Your 'focus' can be pulled and pushed backwards based on other player actions
- when a wave moving through time would force you to make a decision (ie, a
player being in a different spot than you remember them), your focus will
shift to that point in time so that you can make the decision.

This is important because it allows you to kind of grapple people towards you
if they're about to complete an objective at a certain point on the timeline.
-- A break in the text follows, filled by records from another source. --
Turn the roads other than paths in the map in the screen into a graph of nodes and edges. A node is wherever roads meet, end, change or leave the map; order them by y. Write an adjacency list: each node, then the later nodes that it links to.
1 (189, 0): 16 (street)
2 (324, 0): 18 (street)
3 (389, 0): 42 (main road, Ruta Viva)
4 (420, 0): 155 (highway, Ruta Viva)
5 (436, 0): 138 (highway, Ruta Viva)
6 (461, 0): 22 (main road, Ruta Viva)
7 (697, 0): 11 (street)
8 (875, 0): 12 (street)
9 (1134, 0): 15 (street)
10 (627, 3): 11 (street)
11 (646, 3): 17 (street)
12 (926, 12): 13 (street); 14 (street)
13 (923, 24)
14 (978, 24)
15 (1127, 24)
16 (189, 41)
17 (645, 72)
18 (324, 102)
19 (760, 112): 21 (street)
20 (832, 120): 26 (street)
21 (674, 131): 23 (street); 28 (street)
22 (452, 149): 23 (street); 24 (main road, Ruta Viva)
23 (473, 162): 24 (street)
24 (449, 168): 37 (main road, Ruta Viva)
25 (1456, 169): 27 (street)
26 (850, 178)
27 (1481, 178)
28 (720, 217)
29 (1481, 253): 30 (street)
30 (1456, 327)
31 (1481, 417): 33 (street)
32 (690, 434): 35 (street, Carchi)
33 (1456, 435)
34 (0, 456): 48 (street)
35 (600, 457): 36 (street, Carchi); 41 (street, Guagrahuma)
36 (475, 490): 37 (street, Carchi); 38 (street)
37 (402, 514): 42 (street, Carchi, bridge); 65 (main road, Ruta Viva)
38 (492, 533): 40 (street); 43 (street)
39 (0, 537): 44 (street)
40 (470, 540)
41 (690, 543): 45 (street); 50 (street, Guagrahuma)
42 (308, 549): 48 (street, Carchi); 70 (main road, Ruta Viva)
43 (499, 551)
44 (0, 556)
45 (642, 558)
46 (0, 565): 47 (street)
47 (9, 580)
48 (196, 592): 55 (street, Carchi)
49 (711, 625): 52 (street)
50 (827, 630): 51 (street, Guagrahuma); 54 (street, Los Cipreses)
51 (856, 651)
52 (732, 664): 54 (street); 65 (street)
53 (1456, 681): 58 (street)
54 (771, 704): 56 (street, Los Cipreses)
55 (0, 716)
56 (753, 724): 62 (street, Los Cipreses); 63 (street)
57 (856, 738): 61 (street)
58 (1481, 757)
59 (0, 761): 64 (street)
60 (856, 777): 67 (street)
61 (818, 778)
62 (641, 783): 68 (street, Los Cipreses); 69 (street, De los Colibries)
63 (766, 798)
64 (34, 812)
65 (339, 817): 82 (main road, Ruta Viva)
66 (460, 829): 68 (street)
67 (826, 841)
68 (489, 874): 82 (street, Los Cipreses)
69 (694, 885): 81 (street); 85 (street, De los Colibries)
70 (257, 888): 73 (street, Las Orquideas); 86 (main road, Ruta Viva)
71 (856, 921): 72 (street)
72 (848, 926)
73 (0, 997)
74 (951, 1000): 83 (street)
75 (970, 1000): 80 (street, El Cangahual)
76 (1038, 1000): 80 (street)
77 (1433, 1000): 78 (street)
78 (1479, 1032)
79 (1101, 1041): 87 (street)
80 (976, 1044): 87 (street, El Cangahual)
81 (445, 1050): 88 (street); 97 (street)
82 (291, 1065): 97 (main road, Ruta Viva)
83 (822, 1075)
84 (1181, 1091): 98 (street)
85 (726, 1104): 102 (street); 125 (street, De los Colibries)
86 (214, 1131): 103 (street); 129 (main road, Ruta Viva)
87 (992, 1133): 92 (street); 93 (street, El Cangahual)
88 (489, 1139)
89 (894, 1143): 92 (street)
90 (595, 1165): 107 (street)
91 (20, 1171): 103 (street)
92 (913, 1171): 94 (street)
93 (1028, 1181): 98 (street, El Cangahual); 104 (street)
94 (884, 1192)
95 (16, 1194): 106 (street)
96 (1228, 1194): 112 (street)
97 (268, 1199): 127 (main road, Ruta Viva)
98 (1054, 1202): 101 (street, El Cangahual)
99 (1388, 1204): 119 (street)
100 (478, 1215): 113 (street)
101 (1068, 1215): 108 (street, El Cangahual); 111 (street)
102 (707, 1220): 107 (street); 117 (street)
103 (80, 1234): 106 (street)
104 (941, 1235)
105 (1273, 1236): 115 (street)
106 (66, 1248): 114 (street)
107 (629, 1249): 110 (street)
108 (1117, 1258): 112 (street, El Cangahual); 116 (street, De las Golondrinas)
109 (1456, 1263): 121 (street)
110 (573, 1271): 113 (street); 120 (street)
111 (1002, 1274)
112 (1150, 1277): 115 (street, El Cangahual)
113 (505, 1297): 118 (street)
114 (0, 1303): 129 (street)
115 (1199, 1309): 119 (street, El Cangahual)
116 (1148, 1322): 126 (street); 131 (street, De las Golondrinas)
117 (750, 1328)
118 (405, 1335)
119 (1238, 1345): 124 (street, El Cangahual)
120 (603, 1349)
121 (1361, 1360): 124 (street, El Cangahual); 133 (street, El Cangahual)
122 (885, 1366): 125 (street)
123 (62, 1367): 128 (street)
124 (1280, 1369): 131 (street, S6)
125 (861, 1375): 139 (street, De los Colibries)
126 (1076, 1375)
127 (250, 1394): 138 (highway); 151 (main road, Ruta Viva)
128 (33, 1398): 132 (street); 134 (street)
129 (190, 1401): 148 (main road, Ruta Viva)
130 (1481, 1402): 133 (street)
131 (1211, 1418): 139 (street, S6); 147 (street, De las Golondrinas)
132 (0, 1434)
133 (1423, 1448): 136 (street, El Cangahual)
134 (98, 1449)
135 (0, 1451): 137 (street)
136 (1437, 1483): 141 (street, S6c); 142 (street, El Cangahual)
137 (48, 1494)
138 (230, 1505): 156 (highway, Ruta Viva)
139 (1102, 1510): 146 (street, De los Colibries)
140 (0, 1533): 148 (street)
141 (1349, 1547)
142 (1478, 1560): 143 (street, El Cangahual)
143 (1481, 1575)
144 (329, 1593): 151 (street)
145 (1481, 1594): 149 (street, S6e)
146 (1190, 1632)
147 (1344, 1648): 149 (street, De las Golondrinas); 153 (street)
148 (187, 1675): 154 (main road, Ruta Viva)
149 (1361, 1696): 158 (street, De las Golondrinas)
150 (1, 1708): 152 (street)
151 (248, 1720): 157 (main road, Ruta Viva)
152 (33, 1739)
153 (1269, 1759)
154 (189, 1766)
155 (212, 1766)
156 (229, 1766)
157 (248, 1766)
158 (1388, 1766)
I hinted at this system near the end of the article when I was talking about
how much of the world entities were aware of during updates, but this means
that Reset Hard is closer to a tactical, Counter Strike kind of game than it
is a twitch-based Overwatch kind of game. You won't be able to see where
players are unless they're in the same room as you.

But, just as an example:

That means if you have two things you need to do at the end of a level and you
don't want to waste real-world time going through the entire level twice, you
could do one of them, and then run into me and trick me into shooting you.
Then, you could unload my gun in the past before I pick up and push a wave
with that gun unloaded forward on the timeline at 2x speed. When I tried to
shoot you in the future, both you and I would jump to that time to respond to
the new situation. Then, you could overpower me and you'd be right next to
whatever second objective you wanted to complete.

------
Cthulhu_
Is this playable yet? The website and this article don't actually have a 'play
now' or 'buy it here' link, and it's not clear whether it exists or is still
in development.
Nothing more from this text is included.